Task prompt. Retype, exactly and completely, the listing that comes next, skipping its images.
*** Data shown ***
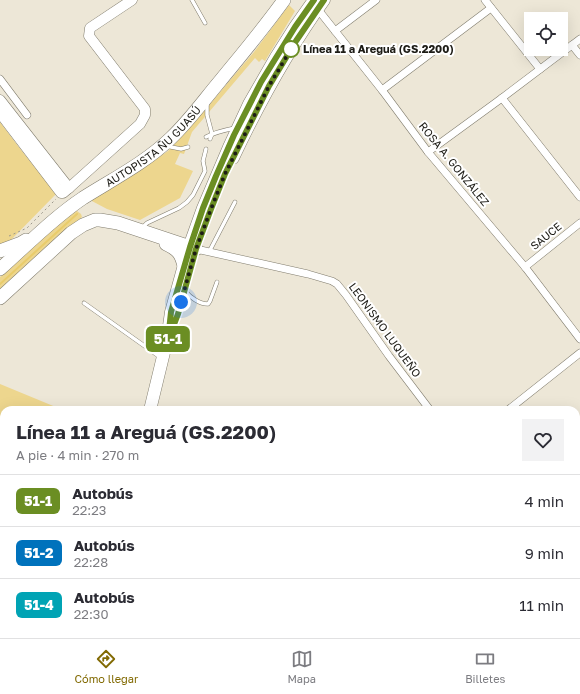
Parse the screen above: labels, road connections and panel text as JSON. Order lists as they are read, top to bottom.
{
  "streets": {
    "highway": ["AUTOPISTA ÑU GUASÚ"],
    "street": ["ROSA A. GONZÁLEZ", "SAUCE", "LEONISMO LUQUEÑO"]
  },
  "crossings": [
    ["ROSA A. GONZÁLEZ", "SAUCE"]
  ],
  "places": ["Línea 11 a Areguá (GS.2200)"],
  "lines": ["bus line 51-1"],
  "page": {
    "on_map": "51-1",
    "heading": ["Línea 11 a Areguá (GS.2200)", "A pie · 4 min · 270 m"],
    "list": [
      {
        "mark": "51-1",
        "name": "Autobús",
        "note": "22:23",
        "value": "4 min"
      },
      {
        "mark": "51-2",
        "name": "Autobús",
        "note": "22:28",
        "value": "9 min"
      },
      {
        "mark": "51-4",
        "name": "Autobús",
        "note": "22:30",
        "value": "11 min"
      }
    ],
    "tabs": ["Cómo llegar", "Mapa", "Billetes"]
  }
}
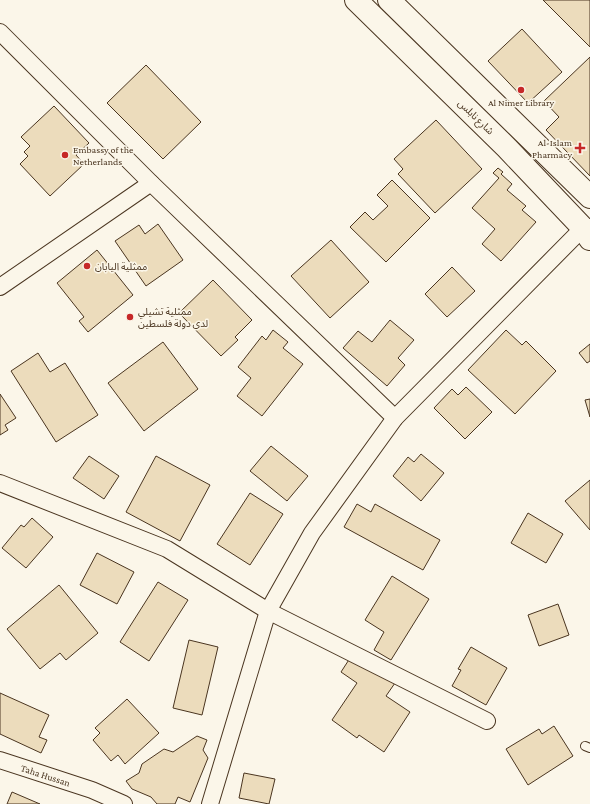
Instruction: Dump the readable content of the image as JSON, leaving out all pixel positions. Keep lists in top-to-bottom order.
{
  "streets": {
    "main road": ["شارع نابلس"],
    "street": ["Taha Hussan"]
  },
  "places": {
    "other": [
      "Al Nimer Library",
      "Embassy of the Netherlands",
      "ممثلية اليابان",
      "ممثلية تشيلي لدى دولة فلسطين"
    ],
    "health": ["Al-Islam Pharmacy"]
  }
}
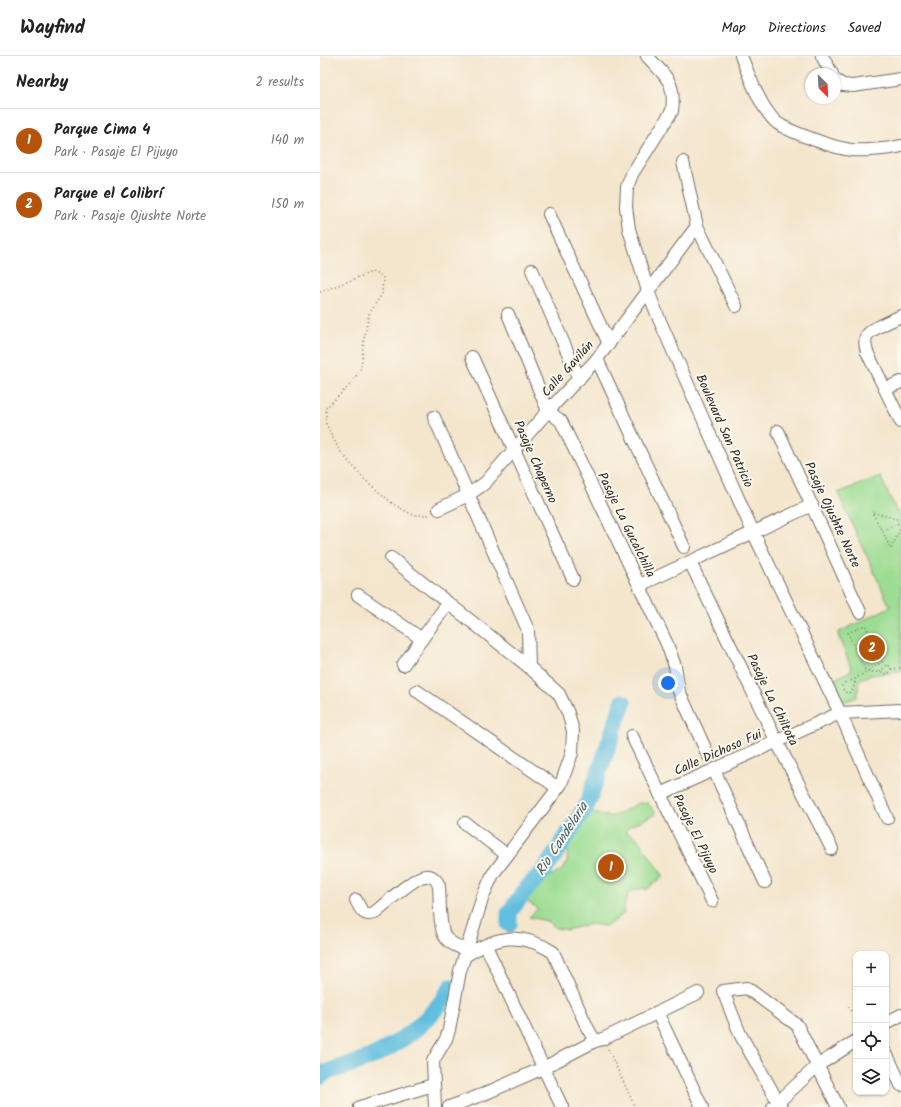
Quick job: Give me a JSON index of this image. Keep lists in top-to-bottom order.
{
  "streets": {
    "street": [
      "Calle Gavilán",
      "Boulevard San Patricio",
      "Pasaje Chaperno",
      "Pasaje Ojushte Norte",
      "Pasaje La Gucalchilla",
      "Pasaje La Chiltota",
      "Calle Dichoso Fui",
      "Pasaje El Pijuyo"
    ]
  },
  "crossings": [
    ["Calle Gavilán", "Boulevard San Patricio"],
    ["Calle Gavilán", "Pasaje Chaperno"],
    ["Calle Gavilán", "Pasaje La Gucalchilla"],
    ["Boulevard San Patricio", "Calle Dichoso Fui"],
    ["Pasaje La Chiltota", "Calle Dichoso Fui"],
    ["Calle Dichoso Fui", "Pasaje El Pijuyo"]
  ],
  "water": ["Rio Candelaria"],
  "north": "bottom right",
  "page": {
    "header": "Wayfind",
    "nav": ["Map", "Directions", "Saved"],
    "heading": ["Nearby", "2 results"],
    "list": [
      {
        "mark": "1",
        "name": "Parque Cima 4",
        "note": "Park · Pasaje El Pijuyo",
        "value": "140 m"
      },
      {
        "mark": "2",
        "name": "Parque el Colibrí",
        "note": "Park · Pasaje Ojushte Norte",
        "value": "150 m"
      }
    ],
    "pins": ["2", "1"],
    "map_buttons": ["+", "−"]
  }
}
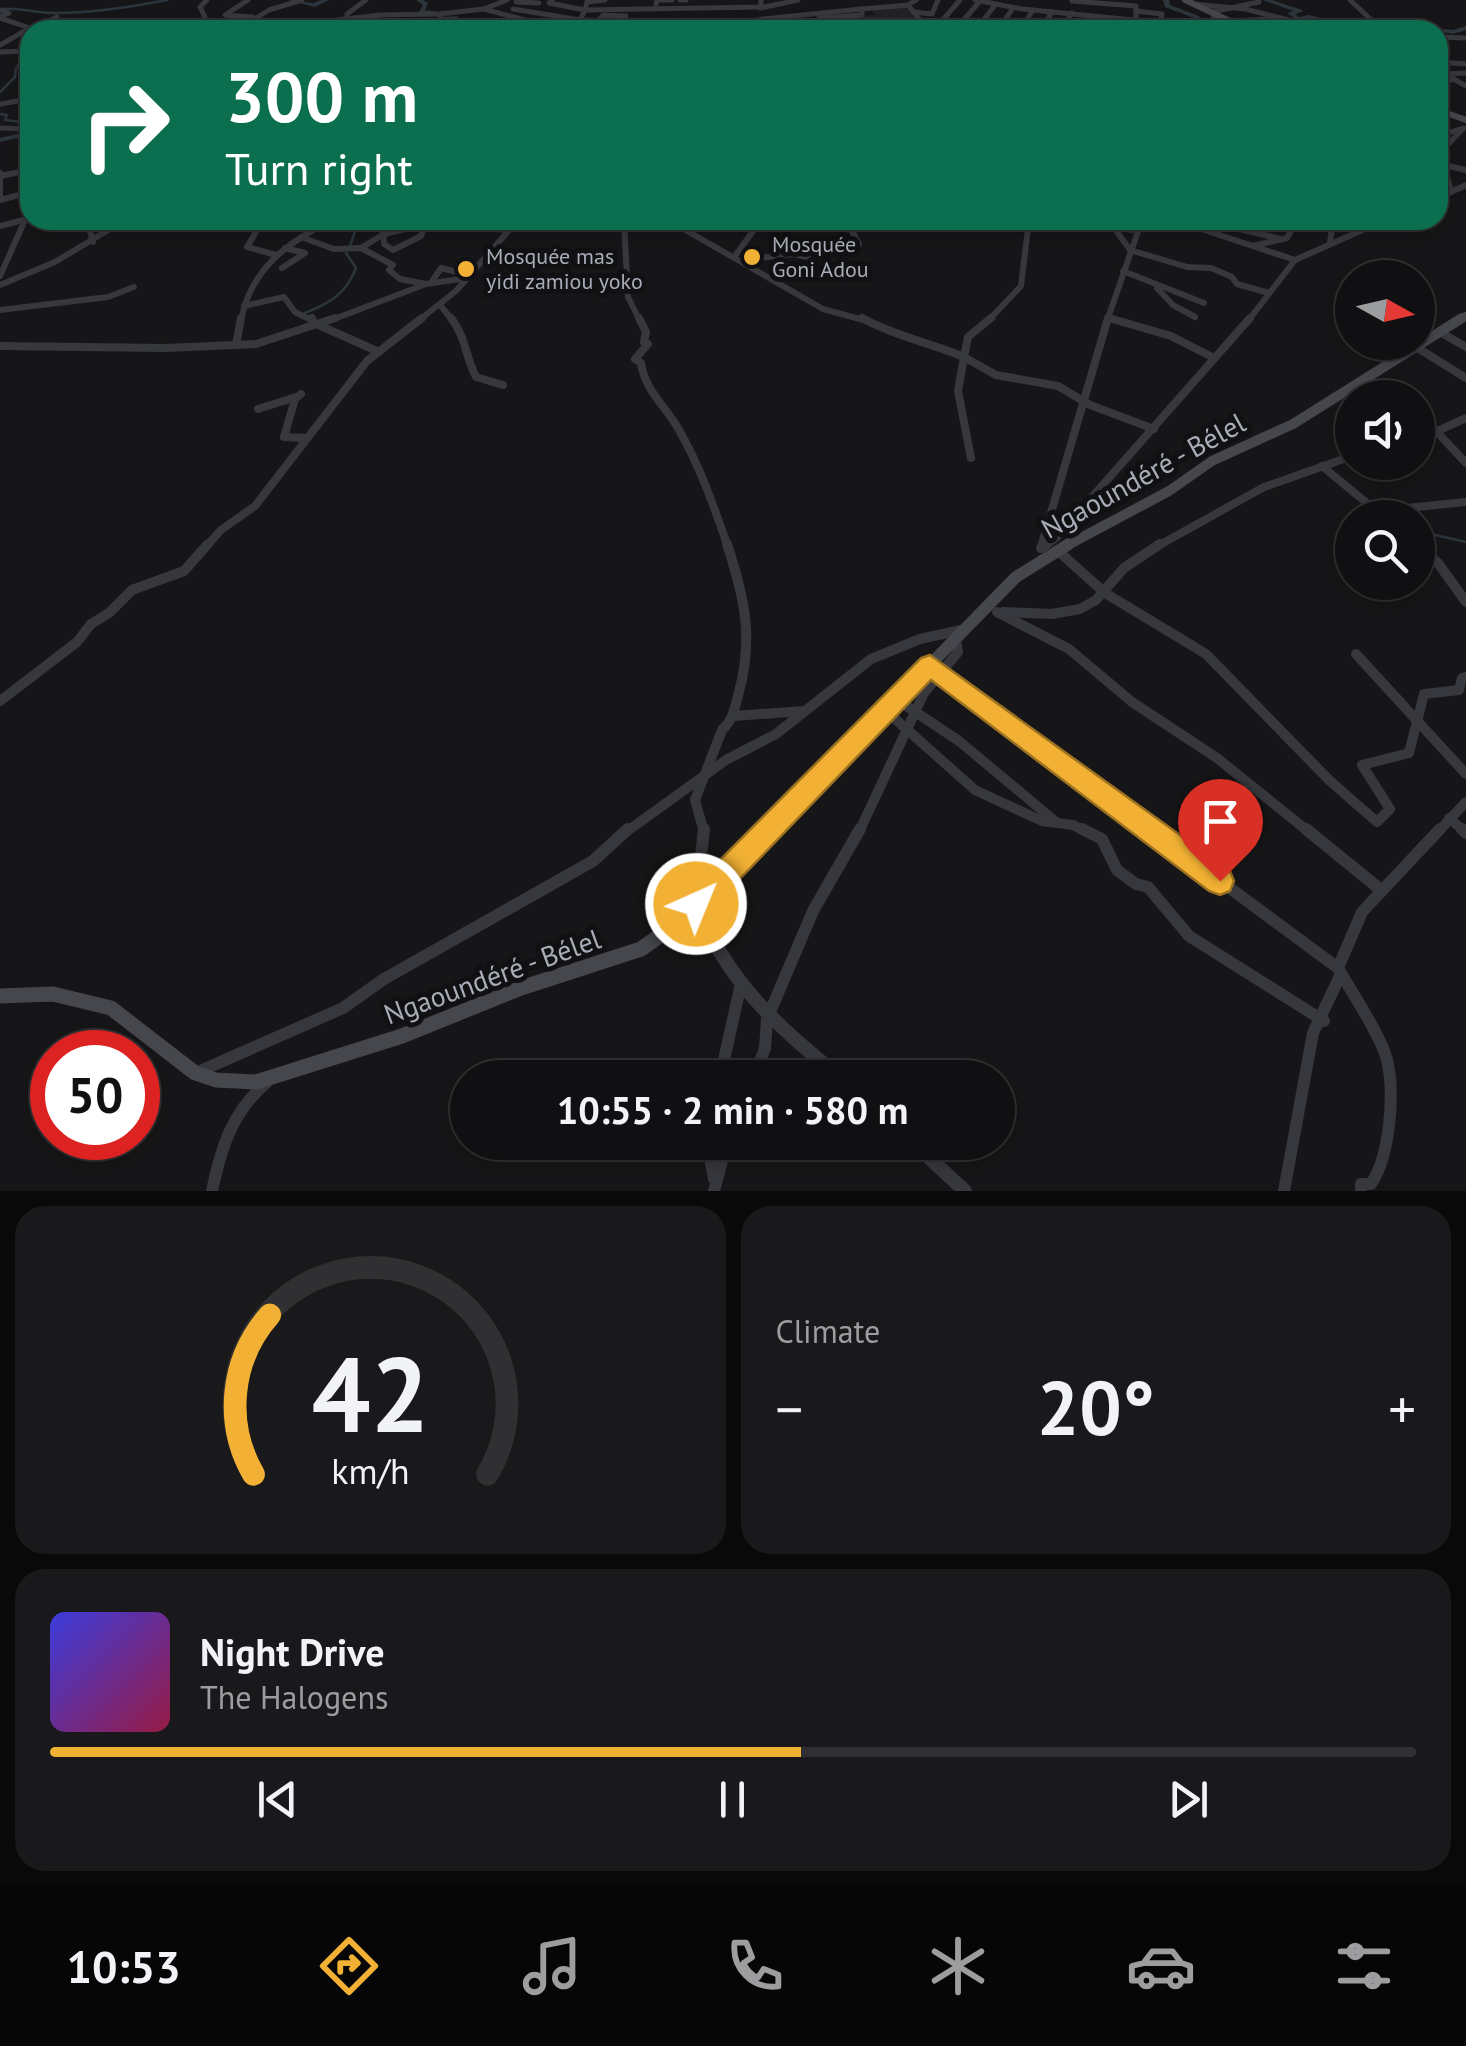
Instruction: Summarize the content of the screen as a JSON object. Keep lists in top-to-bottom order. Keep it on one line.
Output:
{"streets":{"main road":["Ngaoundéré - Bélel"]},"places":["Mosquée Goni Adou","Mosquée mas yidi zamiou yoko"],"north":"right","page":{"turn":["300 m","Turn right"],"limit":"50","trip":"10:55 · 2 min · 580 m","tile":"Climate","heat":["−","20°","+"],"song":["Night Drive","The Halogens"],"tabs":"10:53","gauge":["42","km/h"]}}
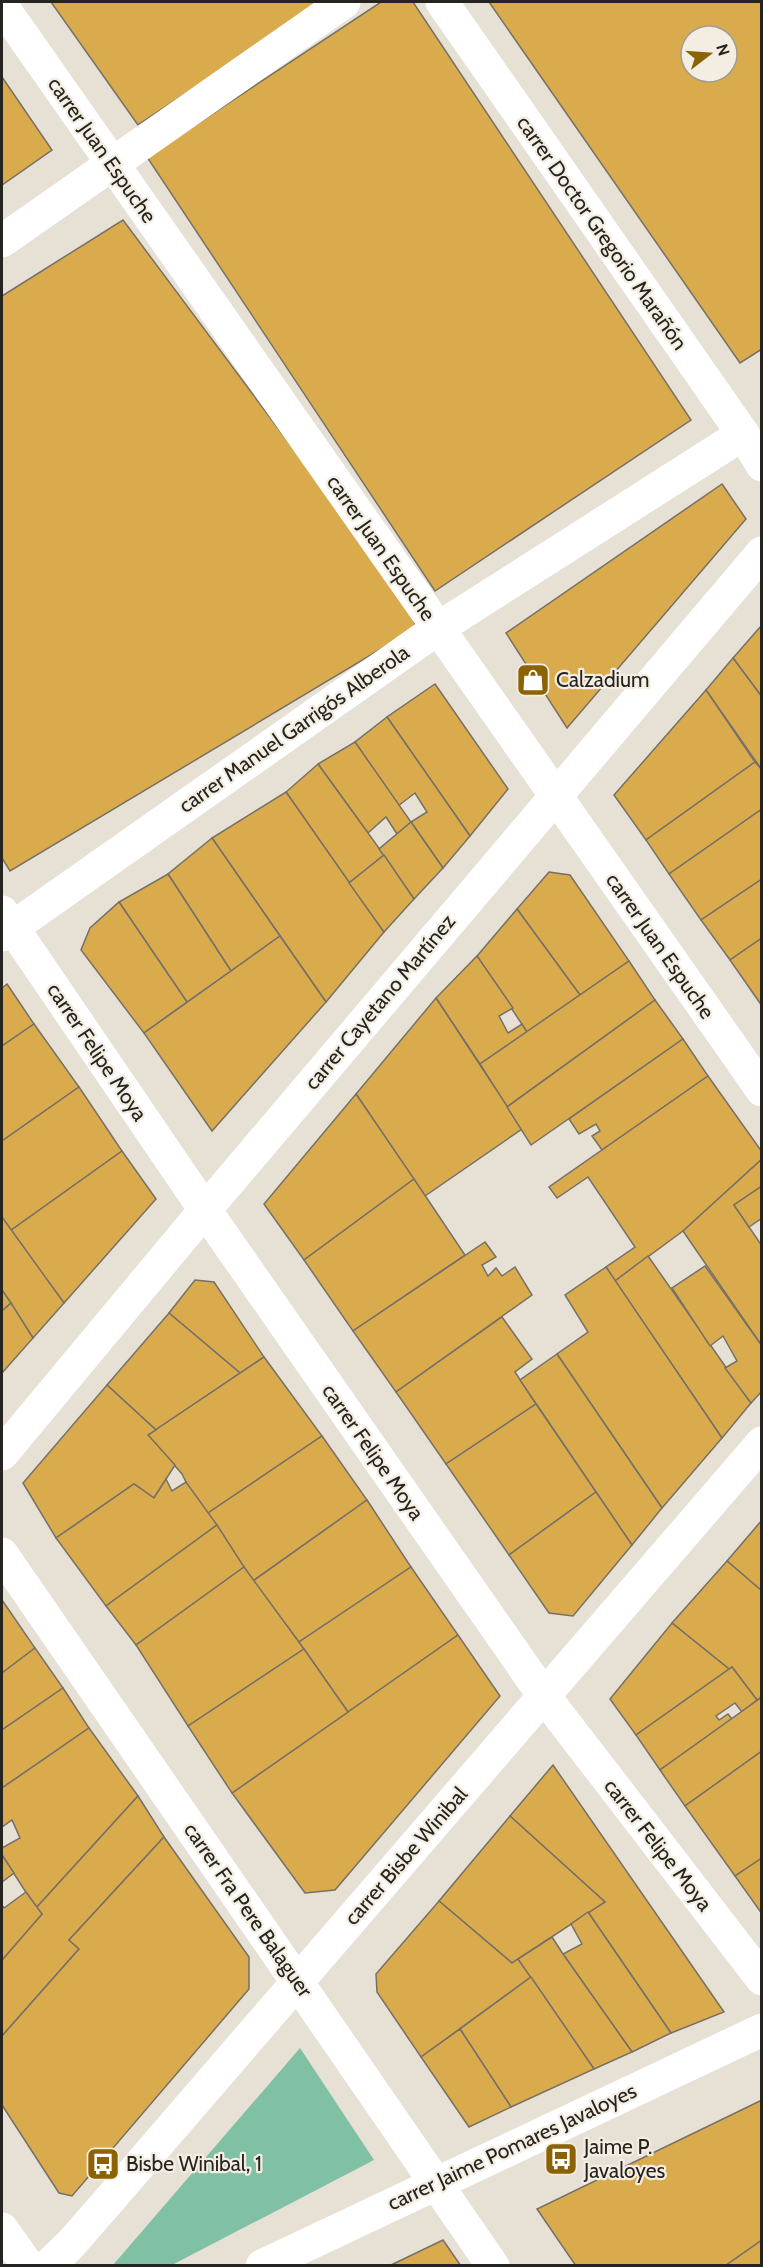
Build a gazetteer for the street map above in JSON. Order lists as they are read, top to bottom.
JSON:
*** End of Data shown ***
Exercise answer.
Parse the screen above: labels, road connections and panel text as JSON. Order lists as they are read, top to bottom.
{
  "streets": {
    "highway": ["AUTOPISTA ÑU GUASÚ"],
    "street": ["ROSA A. GONZÁLEZ", "SAUCE", "LEONISMO LUQUEÑO"]
  },
  "crossings": [
    ["ROSA A. GONZÁLEZ", "SAUCE"]
  ],
  "places": ["Línea 11 a Areguá (GS.2200)"],
  "lines": ["bus line 51-1"],
  "page": {
    "on_map": "51-1",
    "heading": ["Línea 11 a Areguá (GS.2200)", "A pie · 4 min · 270 m"],
    "list": [
      {
        "mark": "51-1",
        "name": "Autobús",
        "note": "22:23",
        "value": "4 min"
      },
      {
        "mark": "51-2",
        "name": "Autobús",
        "note": "22:28",
        "value": "9 min"
      },
      {
        "mark": "51-4",
        "name": "Autobús",
        "note": "22:30",
        "value": "11 min"
      }
    ],
    "tabs": ["Cómo llegar", "Mapa", "Billetes"]
  }
}
Instruction: Dump the readable content of the image as JSON, leaving out all pixel positions. Keep lists in top-to-bottom order.
{
  "streets": {
    "main road": ["شارع نابلس"],
    "street": ["Taha Hussan"]
  },
  "places": {
    "other": [
      "Al Nimer Library",
      "Embassy of the Netherlands",
      "ممثلية اليابان",
      "ممثلية تشيلي لدى دولة فلسطين"
    ],
    "health": ["Al-Islam Pharmacy"]
  }
}
Quick job: Give me a JSON index of this image. Keep lists in top-to-bottom order.
{
  "streets": {
    "street": [
      "Calle Gavilán",
      "Boulevard San Patricio",
      "Pasaje Chaperno",
      "Pasaje Ojushte Norte",
      "Pasaje La Gucalchilla",
      "Pasaje La Chiltota",
      "Calle Dichoso Fui",
      "Pasaje El Pijuyo"
    ]
  },
  "crossings": [
    ["Calle Gavilán", "Boulevard San Patricio"],
    ["Calle Gavilán", "Pasaje Chaperno"],
    ["Calle Gavilán", "Pasaje La Gucalchilla"],
    ["Boulevard San Patricio", "Calle Dichoso Fui"],
    ["Pasaje La Chiltota", "Calle Dichoso Fui"],
    ["Calle Dichoso Fui", "Pasaje El Pijuyo"]
  ],
  "water": ["Rio Candelaria"],
  "north": "bottom right",
  "page": {
    "header": "Wayfind",
    "nav": ["Map", "Directions", "Saved"],
    "heading": ["Nearby", "2 results"],
    "list": [
      {
        "mark": "1",
        "name": "Parque Cima 4",
        "note": "Park · Pasaje El Pijuyo",
        "value": "140 m"
      },
      {
        "mark": "2",
        "name": "Parque el Colibrí",
        "note": "Park · Pasaje Ojushte Norte",
        "value": "150 m"
      }
    ],
    "pins": ["2", "1"],
    "map_buttons": ["+", "−"]
  }
}
Instruction: Summarize the content of the screen as a JSON object. Keep lists in top-to-bottom order. Keep it on one line.
Output:
{"streets":{"main road":["Ngaoundéré - Bélel"]},"places":["Mosquée Goni Adou","Mosquée mas yidi zamiou yoko"],"north":"right","page":{"turn":["300 m","Turn right"],"limit":"50","trip":"10:55 · 2 min · 580 m","tile":"Climate","heat":["−","20°","+"],"song":["Night Drive","The Halogens"],"tabs":"10:53","gauge":["42","km/h"]}}
Build a gazetteer for the street map above in JSON. Order lists as they are read, top to bottom.
JSON:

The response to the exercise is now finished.